Die HU beim ID.3 eine erweiterte und anspruchsvolle Prüfung ist, die über die klassischen Checks hinausgeht. Die Sicherheit des Hochvoltsystems steht im Mittelpunkt und erfordert vom Prüfer spezielles Fachwissen. Die typischen Mängel wie korrodierte Bremsen und verschleißanfällige Fahrwerksteile solltest Du als Halter im Blick haben. Mit einer sorgfältigen Vorbereitung und regelmäßiger Wartung Deines Fahrzeugs kannst Du jedoch gelassen Deinem nächsten Prüftermin entgegensehen und sicherstellen, dass Dein VW ID.3 nicht nur emissionsfrei, sondern auch verkehrssicher unterwegs ist.
Alle unsere Ratgeber zu TÜV & HU findest du gebündelt in der TÜV & HU-Übersicht. Dort siehst du das gesamte Themen-Cluster im Zusammenhang und findest passende weiterführende Artikel.
Häufige Fragen
Fällt bei der HU für den ID.3 die Abgasuntersuchung (AU) weg?
Ja, da der VW ID.3 ein reines Elektrofahrzeug ist und keine Emissionen ausstößt, entfällt die Abgasuntersuchung (AU) vollständig. Die Prüfung der Abgasanlage und die Messung der Abgaswerte sind nicht Bestandteil der HU. Stattdessen wird der Fokus auf die Prüfung der elektrischen Antriebskomponenten und des Hochvoltsystems gelegt.
Wie lange dauert die Hauptuntersuchung bei einem VW ID.3?
Die Dauer der HU für einen ID.3 ist vergleichbar mit der eines Verbrenners und liegt in der Regel bei etwa 30 bis 45 Minuten. Obwohl die Abgasuntersuchung entfällt, nimmt die zusätzliche und sorgfältige Prüfung des Hochvoltsystems, der Ladeeinrichtung und der spezifischen Softwarefunktionen eine ähnliche Zeit in Anspruch.
Kann ein Software-Update für meinen ID.3 TÜV-relevant sein?
Ja, absolut. Sicherheitsrelevante Software-Updates, die beispielsweise das Batteriemanagement, die Bremssteuerung oder Assistenzsysteme betreffen, sind TÜV-relevant.

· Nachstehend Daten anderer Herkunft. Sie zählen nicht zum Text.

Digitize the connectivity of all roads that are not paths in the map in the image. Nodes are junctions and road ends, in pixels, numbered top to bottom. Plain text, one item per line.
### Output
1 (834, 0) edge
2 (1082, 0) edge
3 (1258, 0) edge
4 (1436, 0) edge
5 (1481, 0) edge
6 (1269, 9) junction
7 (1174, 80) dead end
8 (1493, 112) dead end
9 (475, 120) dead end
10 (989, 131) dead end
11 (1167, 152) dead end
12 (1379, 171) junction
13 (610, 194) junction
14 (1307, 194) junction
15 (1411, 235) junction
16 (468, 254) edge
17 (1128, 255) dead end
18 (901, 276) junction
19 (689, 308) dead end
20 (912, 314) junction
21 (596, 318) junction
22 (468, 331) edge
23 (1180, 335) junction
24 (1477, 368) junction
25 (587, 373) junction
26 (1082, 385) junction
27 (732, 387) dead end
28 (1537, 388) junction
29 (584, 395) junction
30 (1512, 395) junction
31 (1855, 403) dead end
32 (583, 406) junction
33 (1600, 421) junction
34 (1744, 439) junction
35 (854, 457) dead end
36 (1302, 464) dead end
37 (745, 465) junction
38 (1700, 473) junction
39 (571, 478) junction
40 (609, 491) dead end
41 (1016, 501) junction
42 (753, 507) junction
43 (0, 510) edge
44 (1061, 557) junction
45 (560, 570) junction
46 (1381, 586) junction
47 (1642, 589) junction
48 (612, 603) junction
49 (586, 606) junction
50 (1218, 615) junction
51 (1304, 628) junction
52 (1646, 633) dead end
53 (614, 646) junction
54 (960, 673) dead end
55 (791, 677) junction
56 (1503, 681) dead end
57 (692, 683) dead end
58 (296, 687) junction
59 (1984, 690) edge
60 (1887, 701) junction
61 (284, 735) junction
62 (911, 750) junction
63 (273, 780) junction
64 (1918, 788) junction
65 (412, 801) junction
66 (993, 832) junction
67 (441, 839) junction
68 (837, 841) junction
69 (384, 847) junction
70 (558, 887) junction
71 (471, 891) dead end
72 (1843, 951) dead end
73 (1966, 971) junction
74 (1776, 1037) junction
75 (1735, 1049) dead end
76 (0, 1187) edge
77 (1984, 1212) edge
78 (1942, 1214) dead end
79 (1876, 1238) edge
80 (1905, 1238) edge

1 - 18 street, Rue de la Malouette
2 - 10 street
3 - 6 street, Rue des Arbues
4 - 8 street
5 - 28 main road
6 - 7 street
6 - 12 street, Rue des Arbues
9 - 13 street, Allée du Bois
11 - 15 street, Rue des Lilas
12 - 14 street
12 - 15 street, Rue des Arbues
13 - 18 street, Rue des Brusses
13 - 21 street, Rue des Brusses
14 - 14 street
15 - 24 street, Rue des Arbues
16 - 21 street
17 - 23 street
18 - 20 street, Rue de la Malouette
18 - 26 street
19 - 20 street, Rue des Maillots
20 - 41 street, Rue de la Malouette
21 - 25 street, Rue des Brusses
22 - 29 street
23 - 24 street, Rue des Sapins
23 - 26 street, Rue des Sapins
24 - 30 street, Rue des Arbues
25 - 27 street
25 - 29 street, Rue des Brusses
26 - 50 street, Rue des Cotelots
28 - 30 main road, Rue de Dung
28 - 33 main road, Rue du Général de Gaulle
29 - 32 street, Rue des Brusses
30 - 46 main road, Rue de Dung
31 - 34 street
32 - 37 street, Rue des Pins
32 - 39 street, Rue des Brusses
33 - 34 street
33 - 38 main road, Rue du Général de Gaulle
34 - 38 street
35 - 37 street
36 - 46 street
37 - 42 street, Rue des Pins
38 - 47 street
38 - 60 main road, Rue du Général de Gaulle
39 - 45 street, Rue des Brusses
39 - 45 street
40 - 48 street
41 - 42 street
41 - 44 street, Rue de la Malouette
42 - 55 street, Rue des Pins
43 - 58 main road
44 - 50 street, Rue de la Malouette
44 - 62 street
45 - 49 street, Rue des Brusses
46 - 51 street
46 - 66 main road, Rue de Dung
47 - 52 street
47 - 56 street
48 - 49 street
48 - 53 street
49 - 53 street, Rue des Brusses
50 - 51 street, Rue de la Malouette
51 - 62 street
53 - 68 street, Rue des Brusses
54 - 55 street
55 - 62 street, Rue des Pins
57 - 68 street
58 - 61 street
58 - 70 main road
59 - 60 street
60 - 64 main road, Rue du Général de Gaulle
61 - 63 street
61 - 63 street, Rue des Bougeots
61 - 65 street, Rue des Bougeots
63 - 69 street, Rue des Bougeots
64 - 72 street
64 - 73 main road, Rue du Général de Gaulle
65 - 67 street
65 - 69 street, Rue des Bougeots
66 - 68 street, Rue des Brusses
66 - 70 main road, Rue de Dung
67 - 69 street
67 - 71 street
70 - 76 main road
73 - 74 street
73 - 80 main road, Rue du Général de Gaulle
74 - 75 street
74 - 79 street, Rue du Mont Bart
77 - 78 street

Der Prüfer kann über die Fahrzeug-Identifikationsnummer (FIN) den erwarteten Softwarestand abfragen. Eine veraltete Software kann als Mangel eingestuft werden, da sie die Verkehrssicherheit beeinträchtigen könnte.

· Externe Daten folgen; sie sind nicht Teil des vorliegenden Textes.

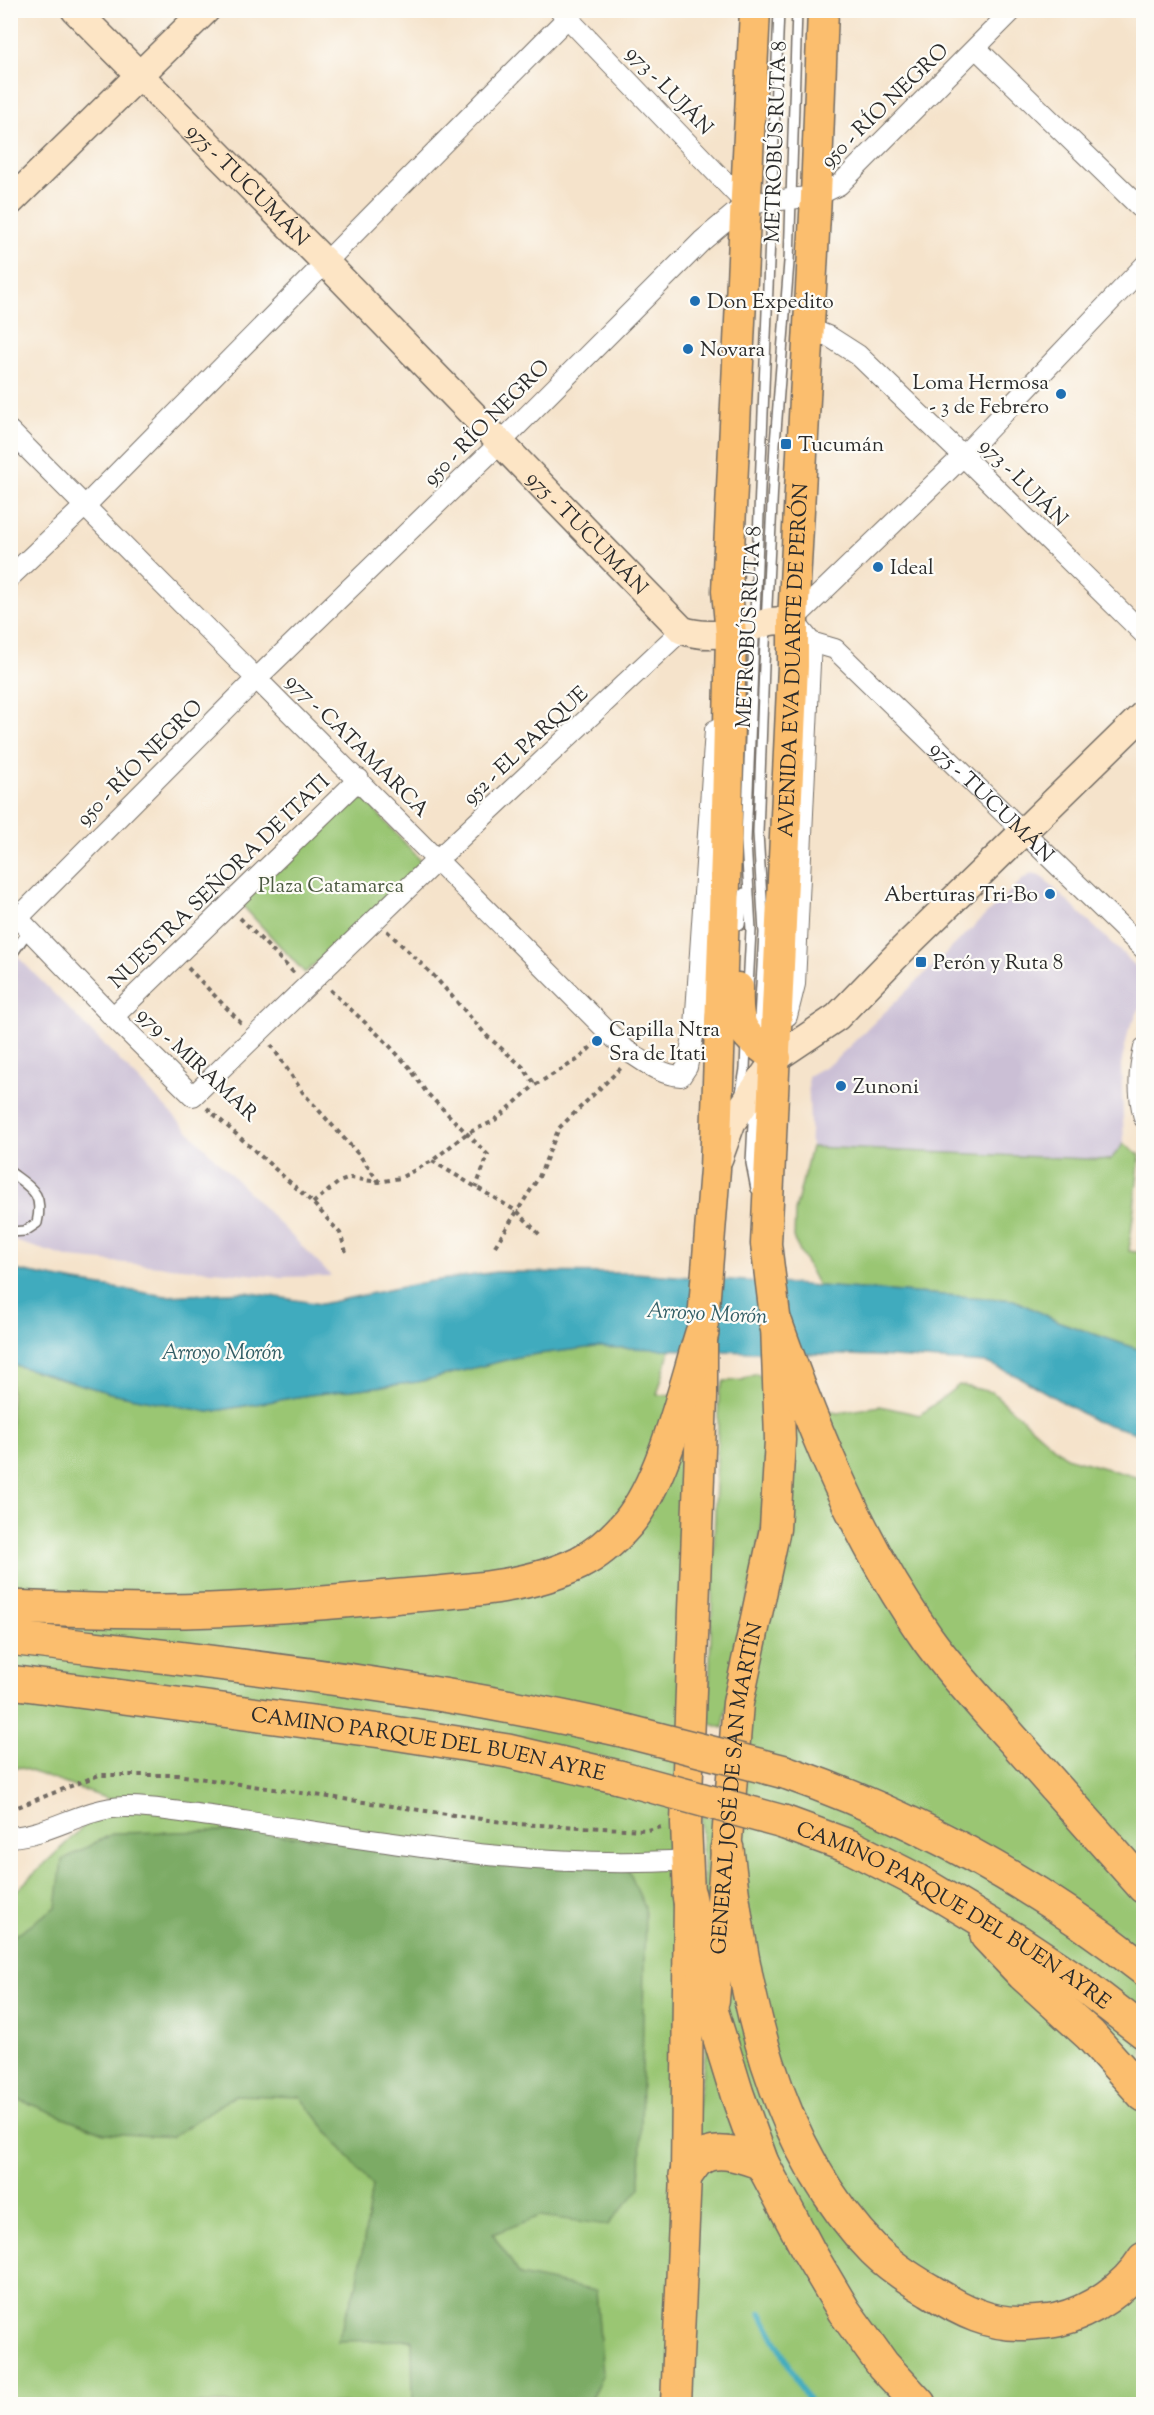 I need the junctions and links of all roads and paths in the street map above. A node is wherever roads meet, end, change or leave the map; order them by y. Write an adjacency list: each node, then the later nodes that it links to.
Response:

Was passiert, wenn die Hochvolt-Batterie bei der HU einen Mangel aufweist?
Ein Mangel an der Hochvolt-Batterie, wie eine Beschädigung des Gehäuses oder ein zu niedriger Isolationswiderstand, wird als erheblicher oder sogar gefährlicher Mangel eingestuft. Das Fahrzeug besteht die HU nicht und die Plakette wird verweigert. Du musst den Schaden in einer qualifizierten Fachwerkstatt für Hochvolttechnik beheben lassen und das Fahrzeug anschließend zur Nachprüfung vorführen.